By Steven B. Ujifusa
Robert Cousar, a board member of the East Parkside Community Revitalization Corporation, feels that his neighborhood has been “literally abandoned and forgotten by some… but that’s just an opinion.”
At the heart of his argument are the east-west Amtrak railroad tracks that sever Parkside from the rest of West Philadelphia. Three street bridges span these tracks. But only one of them is open. The bridges at 40th and 41st Streets are closed, blocked by concrete barriers and strewn with trash.
According to Jon Musselman, Director of Project Planning for Habitat for Humanity in Philadelphia, the 41th Street Bridge has been closed for upwards of fifteen years as the result of a maintenance dispute between SEPTA and the city or the city and Amtrak. The Streets Dept. blocked off the 40th Street Bridge a few years ago, he added, even though it was a major bus route.
On the bright side, the bridge at 42nd Street, a recently-restored steel truss structure, is open to pedestrians and vehicular traffic. And the city says it is committed to repairing the two closed bridges.
According to John Lutz of the Philadelphia Streets Department, the 41st Street Bridge is an Amtrak structure. According to Lutz, in a series of court cases the city tried to get Amtrak to pony up the funds needed to fix and reopen the bridge. The city, Lutz said, won every court case except the last one, and Philadelphia got “saddled” with the project.
To many residents, these bridges are not just centers of blight, but symbols of a neighborhood's isolation. Residents feel they are cut off from city services, employment centers, the Microsoft “School of the Future,” and the Philadelphia Zoo.
The bridge closures have not only disrupted car and pedestrian traffic, but also the Route 43 Parkside bus route. Cousar claims that police response times have doubled as a result of the bridge closures, and that criminals are taking advantage of this. Even worse, many feel that these abandoned structures are magnets for prostitutes, drug dealers, and illegal trash dumpers.
“The only way to get in [the neighborhood] is through the bridges,” notes Cousar. The closures have caused “a lot of traffic over Poplar.”
Alice Wright, who lives at 40th and Pennsgrove and is affiliated with the United Block Captains Association, described the bridge closures as being “really bad for a lot of seniors and some of the youth.” Older residents, she said, now must walk an additional few blocks to the 42nd Street Bridge. They are “scared to death” after nightfall.
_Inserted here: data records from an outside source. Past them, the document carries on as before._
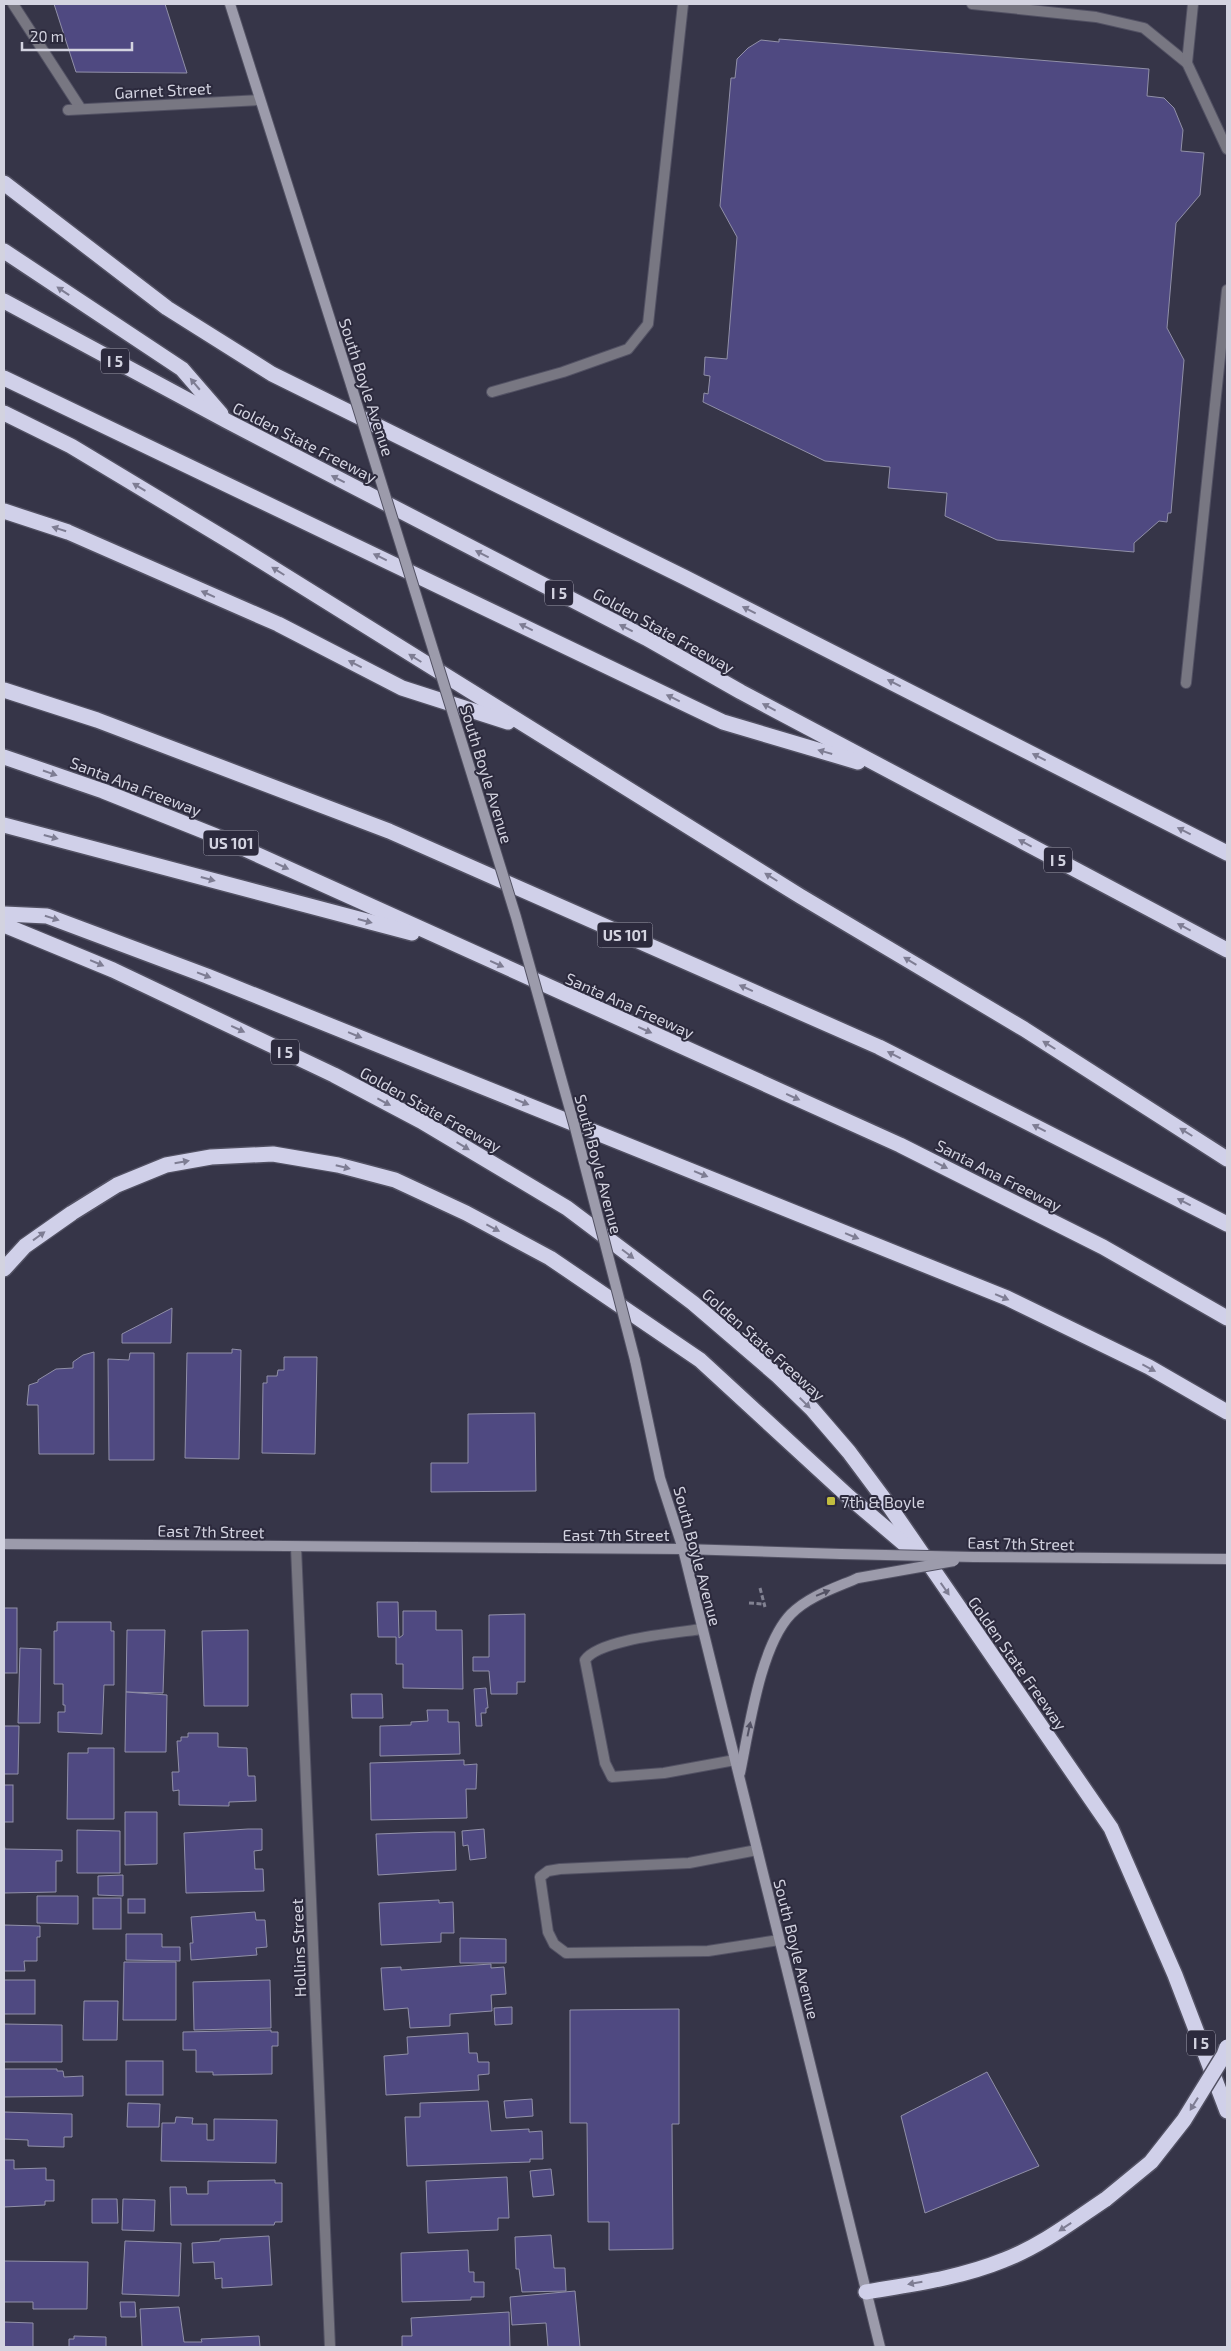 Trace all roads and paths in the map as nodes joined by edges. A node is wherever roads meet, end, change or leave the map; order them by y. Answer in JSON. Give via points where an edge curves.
{"nodes":[{"id":1,"x":13,"y":4,"type":"edge"},
{"id":2,"x":230,"y":4,"type":"edge"},
{"id":3,"x":683,"y":4,"type":"edge"},
{"id":4,"x":972,"y":4,"type":"edge"},
{"id":5,"x":1193,"y":4,"type":"edge"},
{"id":6,"x":1187,"y":64,"type":"junction"},
{"id":7,"x":260,"y":100,"type":"junction"},
{"id":8,"x":81,"y":109,"type":"junction"},
{"id":9,"x":68,"y":110,"type":"dead end"},
{"id":10,"x":1227,"y":148,"type":"edge"},
{"id":11,"x":4,"y":183,"type":"edge"},
{"id":12,"x":4,"y":251,"type":"edge"},
{"id":13,"x":1227,"y":290,"type":"edge"},
{"id":14,"x":4,"y":301,"type":"edge"},
{"id":15,"x":4,"y":378,"type":"edge"},
{"id":16,"x":492,"y":392,"type":"dead end"},
{"id":17,"x":4,"y":413,"type":"edge"},
{"id":18,"x":227,"y":421,"type":"junction"},
{"id":19,"x":4,"y":512,"type":"edge"},
{"id":20,"x":1186,"y":683,"type":"dead end"},
{"id":21,"x":4,"y":690,"type":"edge"},
{"id":22,"x":531,"y":729,"type":"junction"},
{"id":23,"x":4,"y":757,"type":"edge"},
{"id":24,"x":889,"y":771,"type":"junction"},
{"id":25,"x":4,"y":825,"type":"edge"},
{"id":26,"x":1227,"y":853,"type":"edge"},
{"id":27,"x":4,"y":914,"type":"edge"},
{"id":28,"x":4,"y":925,"type":"edge"},
{"id":29,"x":452,"y":944,"type":"junction"},
{"id":30,"x":1227,"y":950,"type":"edge"},
{"id":31,"x":1227,"y":1159,"type":"edge"},
{"id":32,"x":1227,"y":1224,"type":"edge"},
{"id":33,"x":4,"y":1269,"type":"edge"},
{"id":34,"x":1227,"y":1318,"type":"edge"},
{"id":35,"x":1227,"y":1412,"type":"edge"},
{"id":36,"x":4,"y":1544,"type":"edge"},
{"id":37,"x":296,"y":1547,"type":"junction"},
{"id":38,"x":683,"y":1549,"type":"junction"},
{"id":39,"x":974,"y":1557,"type":"junction"},
{"id":40,"x":1227,"y":1560,"type":"edge"},
{"id":41,"x":929,"y":1565,"type":"junction"},
{"id":42,"x":760,"y":1588,"type":"dead end"},
{"id":43,"x":749,"y":1603,"type":"dead end"},
{"id":44,"x":763,"y":1604,"type":"junction"},
{"id":45,"x":768,"y":1614,"type":"dead end"},
{"id":46,"x":702,"y":1629,"type":"junction"},
{"id":47,"x":735,"y":1760,"type":"junction"},
{"id":48,"x":739,"y":1777,"type":"junction"},
{"id":49,"x":757,"y":1850,"type":"junction"},
{"id":50,"x":779,"y":1940,"type":"junction"},
{"id":51,"x":1227,"y":2047,"type":"edge"},
{"id":52,"x":1227,"y":2111,"type":"edge"},
{"id":53,"x":866,"y":2292,"type":"junction"},
{"id":54,"x":330,"y":2347,"type":"edge"},
{"id":55,"x":880,"y":2347,"type":"edge"}],
"edges":[{"from":1,"to":8,"type":"street"},
{"from":2,"to":7,"type":"main road","name":"South Boyle Avenue"},
{"from":3,"to":16,"type":"street","via":[[648,324],[628,349]]},
{"from":4,"to":6,"type":"street","via":[[1096,17],[1144,28]]},
{"from":5,"to":6,"type":"street"},
{"from":6,"to":10,"type":"street"},
{"from":7,"to":8,"type":"street","name":"Garnet Street"},
{"from":7,"to":38,"type":"main road","name":"South Boyle Avenue","bridge":true,"via":[[516,918],[635,1360],[660,1478]]},
{"from":8,"to":9,"type":"street","name":"Garnet Street"},
{"from":26,"to":11,"type":"highway","one_way":true,"via":[[684,577],[272,374],[167,308]]},
{"from":18,"to":12,"type":"highway","one_way":true,"via":[[182,369]]},
{"from":13,"to":20,"type":"street"},
{"from":14,"to":18,"type":"highway","name":"Golden State Freeway","number":"I 5"},
{"from":24,"to":15,"type":"highway","one_way":true,"via":[[724,722]]},
{"from":22,"to":17,"type":"highway","one_way":true,"via":[[71,446]]},
{"from":24,"to":18,"type":"highway","name":"Golden State Freeway","number":"I 5","one_way":true,"via":[[637,634]]},
{"from":22,"to":19,"type":"highway","one_way":true,"via":[[402,688],[278,624],[68,532]]},
{"from":32,"to":21,"type":"highway","number":"US 101","one_way":true,"via":[[879,1047],[389,831],[97,720]]},
{"from":31,"to":22,"type":"highway","one_way":true,"via":[[1024,1029],[800,896]]},
{"from":23,"to":29,"type":"highway","name":"Santa Ana Freeway","number":"US 101","one_way":true,"via":[[103,791],[216,836]]},
{"from":30,"to":24,"type":"highway","name":"Golden State Freeway","number":"I 5","one_way":true},
{"from":25,"to":29,"type":"highway","one_way":true},
{"from":27,"to":35,"type":"highway","one_way":true,"via":[[47,916],[206,976],[1007,1298],[1149,1368]]},
{"from":28,"to":41,"type":"highway","name":"Golden State Freeway","number":"I 5","one_way":true,"via":[[113,970],[334,1075],[421,1121],[567,1208],[693,1303],[792,1389],[849,1452]]},
{"from":29,"to":34,"type":"highway","name":"Santa Ana Freeway","number":"US 101","one_way":true,"via":[[900,1145],[1103,1247]]},
{"from":33,"to":41,"type":"highway","one_way":true,"via":[[25,1246],[72,1213],[117,1185],[166,1165],[211,1157],[274,1154],[338,1165],[395,1180],[550,1258],[700,1360],[849,1497]]},
{"from":36,"to":37,"type":"main road","name":"East 7th Street"},
{"from":37,"to":38,"type":"main road","name":"East 7th Street"},
{"from":37,"to":54,"type":"street","name":"Hollins Street"},
{"from":38,"to":39,"type":"main road","name":"East 7th Street","bridge":true},
{"from":38,"to":46,"type":"main road","name":"South Boyle Avenue"},
{"from":39,"to":40,"type":"main road","name":"East 7th Street"},
{"from":48,"to":39,"type":"main road","one_way":true,"bridge":true,"via":[[762,1669],[790,1615],[815,1596],[858,1578]]},
{"from":41,"to":52,"type":"highway","name":"Golden State Freeway","number":"I 5","one_way":true,"via":[[1111,1828],[1174,1975]]},
{"from":42,"to":44,"type":"path"},
{"from":43,"to":44,"type":"path"},
{"from":44,"to":45,"type":"path"},
{"from":46,"to":47,"type":"main road","name":"South Boyle Avenue"},
{"from":46,"to":47,"type":"street","via":[[634,1640],[590,1652],[585,1660],[605,1763],[612,1777],[664,1773]]},
{"from":47,"to":48,"type":"main road","name":"South Boyle Avenue"},
{"from":48,"to":49,"type":"main road","name":"South Boyle Avenue"},
{"from":49,"to":50,"type":"main road","name":"South Boyle Avenue"},
{"from":49,"to":50,"type":"street","via":[[690,1862],[548,1871],[540,1877],[548,1932],[554,1944],[566,1953],[708,1951]]},
{"from":50,"to":53,"type":"main road","name":"South Boyle Avenue"},
{"from":51,"to":53,"type":"highway","one_way":true,"bridge":true,"via":[[1184,2120],[1151,2162],[1106,2199],[1051,2237],[1004,2260],[953,2277]]},
{"from":53,"to":55,"type":"main road","name":"South Boyle Avenue"}]} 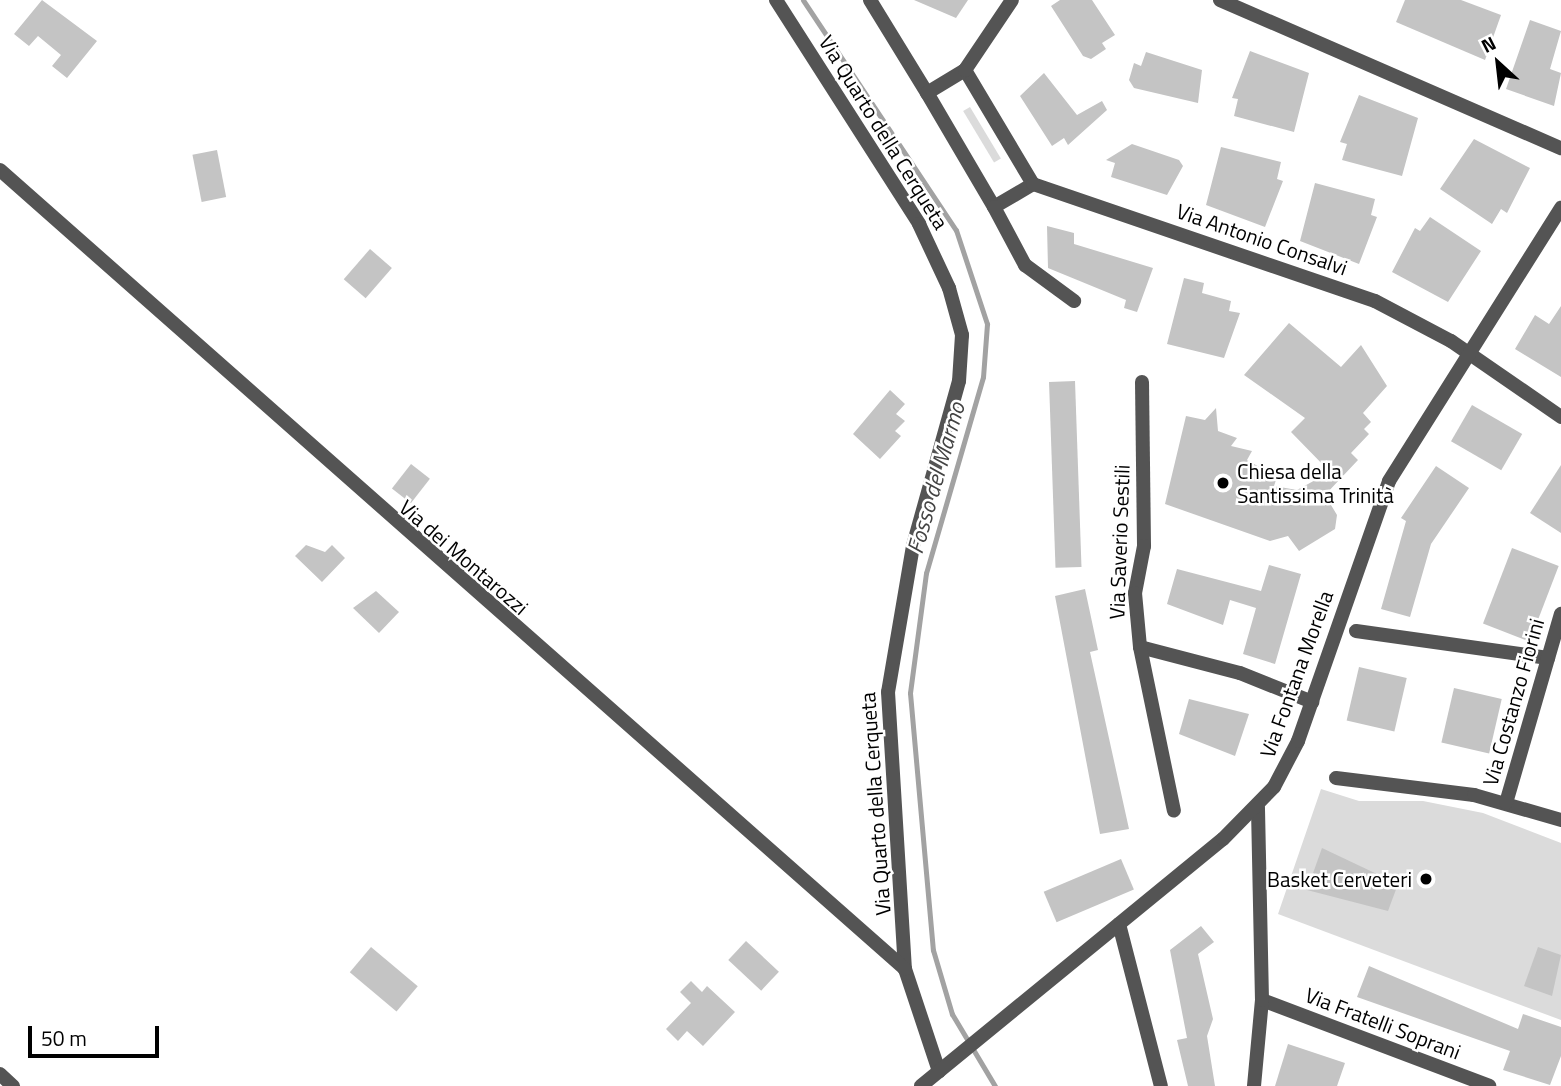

Although the city does plan to repair and reopen the spans, Cousar feels the community has been “disserved” for too long. “We hope to have the bridges done as quickly as possible,” he insists. “It’s been damaging to our neighborhood. If you look at 40th Street there are no active businesses there.” In order to shop for groceries and other basic needs, Cousar says that most residents have to go outside the neighborhood.